■ **EXERCISE DESCRIPTION**
Find every line below where the string "junctions" shows up, and copy those lines.

(Data extracted from a collection)
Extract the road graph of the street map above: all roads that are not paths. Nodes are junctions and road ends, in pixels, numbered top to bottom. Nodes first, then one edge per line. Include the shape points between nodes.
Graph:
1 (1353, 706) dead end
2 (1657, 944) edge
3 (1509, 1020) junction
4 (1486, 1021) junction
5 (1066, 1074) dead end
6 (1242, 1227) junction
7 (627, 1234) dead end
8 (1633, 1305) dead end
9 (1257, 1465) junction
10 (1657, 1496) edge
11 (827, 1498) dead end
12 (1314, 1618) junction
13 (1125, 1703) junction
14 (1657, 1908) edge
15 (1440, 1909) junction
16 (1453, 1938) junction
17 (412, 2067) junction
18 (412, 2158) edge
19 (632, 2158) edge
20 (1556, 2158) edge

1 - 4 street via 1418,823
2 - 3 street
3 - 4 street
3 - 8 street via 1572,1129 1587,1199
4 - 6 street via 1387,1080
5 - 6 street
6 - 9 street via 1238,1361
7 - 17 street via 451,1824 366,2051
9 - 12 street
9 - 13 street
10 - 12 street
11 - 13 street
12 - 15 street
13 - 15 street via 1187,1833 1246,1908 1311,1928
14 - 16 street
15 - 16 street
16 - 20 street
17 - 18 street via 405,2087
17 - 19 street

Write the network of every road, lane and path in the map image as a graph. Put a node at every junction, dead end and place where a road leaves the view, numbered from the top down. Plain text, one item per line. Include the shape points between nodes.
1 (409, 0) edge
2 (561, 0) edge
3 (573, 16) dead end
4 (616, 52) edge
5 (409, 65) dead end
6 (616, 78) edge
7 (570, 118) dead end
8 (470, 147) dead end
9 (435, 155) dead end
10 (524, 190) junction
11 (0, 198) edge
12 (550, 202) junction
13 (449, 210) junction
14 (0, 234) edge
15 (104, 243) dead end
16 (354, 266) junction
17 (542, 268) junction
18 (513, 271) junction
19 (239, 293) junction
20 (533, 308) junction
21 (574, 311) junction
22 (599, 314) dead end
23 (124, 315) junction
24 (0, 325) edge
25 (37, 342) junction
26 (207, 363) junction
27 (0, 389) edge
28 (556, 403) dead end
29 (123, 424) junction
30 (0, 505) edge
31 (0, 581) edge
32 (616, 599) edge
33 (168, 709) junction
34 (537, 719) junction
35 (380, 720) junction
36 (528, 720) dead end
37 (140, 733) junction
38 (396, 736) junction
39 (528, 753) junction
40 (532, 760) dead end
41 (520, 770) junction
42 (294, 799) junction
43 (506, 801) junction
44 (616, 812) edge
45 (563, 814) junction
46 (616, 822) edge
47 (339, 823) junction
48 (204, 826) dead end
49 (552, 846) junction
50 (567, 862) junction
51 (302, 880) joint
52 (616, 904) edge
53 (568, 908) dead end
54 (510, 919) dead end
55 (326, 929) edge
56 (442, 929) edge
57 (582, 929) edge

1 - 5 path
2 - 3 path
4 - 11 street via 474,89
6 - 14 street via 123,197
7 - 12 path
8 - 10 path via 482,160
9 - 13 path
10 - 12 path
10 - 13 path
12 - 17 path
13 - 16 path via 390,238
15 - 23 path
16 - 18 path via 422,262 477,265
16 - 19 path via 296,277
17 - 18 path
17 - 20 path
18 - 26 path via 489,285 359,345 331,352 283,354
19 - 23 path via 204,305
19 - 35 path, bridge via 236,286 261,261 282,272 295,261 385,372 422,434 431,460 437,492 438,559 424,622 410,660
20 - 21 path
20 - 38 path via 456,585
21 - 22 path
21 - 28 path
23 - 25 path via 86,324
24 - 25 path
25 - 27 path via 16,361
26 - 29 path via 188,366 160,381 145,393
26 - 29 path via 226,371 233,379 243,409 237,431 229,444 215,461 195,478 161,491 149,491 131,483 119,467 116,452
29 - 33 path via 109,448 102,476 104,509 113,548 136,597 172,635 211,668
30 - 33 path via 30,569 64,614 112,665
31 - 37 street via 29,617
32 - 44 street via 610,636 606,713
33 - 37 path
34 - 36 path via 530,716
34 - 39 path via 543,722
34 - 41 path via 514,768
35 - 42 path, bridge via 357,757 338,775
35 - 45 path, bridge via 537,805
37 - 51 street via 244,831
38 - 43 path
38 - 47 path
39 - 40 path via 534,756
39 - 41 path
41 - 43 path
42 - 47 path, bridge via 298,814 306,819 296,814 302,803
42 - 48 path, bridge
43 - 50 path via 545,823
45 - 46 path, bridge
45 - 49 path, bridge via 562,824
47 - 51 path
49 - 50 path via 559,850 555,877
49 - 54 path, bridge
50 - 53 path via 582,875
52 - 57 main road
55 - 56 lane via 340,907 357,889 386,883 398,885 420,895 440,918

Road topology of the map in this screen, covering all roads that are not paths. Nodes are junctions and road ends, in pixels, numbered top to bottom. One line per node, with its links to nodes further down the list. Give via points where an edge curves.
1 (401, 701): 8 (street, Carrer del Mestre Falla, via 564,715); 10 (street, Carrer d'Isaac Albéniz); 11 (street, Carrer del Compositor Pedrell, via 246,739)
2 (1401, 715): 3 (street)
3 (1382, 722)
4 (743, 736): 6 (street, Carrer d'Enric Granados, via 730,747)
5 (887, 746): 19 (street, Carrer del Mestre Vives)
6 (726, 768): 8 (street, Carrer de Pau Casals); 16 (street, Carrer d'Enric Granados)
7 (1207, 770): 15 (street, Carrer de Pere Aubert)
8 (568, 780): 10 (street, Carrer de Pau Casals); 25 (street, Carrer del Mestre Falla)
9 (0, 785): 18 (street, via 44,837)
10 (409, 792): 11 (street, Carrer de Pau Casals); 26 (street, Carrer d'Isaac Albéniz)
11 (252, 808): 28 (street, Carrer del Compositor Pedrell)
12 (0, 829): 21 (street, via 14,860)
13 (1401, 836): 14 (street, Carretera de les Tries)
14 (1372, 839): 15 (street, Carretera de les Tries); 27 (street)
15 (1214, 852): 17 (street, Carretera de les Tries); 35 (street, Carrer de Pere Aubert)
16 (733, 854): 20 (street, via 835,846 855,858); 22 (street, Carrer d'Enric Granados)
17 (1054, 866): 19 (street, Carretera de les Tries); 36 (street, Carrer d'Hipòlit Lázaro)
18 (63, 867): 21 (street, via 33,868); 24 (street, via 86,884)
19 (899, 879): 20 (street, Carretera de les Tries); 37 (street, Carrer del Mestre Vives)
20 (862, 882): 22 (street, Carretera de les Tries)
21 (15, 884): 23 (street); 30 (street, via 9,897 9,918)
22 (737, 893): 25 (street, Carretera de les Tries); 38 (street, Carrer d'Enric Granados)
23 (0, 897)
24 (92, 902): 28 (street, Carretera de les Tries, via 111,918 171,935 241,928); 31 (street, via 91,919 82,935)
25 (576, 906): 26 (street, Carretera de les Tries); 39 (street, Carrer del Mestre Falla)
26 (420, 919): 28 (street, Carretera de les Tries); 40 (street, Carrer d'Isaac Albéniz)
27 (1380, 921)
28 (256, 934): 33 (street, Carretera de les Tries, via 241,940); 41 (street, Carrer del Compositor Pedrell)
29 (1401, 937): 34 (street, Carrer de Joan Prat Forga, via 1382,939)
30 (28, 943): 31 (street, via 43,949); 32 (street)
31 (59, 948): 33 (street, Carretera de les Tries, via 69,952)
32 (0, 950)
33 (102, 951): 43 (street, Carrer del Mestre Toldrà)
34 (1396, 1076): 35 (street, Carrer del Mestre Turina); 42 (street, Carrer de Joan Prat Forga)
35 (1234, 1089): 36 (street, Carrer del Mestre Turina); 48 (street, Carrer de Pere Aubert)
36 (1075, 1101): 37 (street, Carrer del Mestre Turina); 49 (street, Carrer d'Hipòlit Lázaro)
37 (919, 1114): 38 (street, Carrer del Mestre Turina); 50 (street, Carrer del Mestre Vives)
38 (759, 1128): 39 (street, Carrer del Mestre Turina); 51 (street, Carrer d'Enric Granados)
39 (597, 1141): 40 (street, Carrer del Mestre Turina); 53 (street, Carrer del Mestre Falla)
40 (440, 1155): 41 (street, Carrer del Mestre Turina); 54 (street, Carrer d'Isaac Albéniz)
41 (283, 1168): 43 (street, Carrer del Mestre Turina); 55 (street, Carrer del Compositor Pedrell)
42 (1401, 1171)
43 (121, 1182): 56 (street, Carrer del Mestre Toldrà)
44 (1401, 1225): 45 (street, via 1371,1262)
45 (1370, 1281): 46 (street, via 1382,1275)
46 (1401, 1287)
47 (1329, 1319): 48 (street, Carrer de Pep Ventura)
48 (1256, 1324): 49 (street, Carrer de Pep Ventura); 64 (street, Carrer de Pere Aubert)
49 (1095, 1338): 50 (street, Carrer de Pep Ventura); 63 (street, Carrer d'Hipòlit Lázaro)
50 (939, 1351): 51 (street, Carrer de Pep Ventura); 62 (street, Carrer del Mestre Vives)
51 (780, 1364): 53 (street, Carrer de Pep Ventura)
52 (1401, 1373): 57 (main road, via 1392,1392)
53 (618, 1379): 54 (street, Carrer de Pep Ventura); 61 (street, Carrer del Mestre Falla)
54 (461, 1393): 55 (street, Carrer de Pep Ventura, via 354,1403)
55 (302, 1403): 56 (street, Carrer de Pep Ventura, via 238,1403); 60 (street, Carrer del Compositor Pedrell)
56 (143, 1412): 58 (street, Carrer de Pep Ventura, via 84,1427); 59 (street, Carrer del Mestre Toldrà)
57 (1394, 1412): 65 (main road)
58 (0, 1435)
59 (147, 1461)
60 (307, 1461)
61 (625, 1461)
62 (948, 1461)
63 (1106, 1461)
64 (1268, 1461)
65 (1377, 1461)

■ **EXERCISE SOLUTION**
Extract the road graph of the street map above: all roads that are not paths. Nodes are junctions and road ends, in pixels, numbered top to bottom. Nodes first, then one edge per line. Include the shape points between nodes.
Road topology of the map in this screen, covering all roads that are not paths. Nodes are junctions and road ends, in pixels, numbered top to bottom. One line per node, with its links to nodes further down the list. Give via points where an edge curves.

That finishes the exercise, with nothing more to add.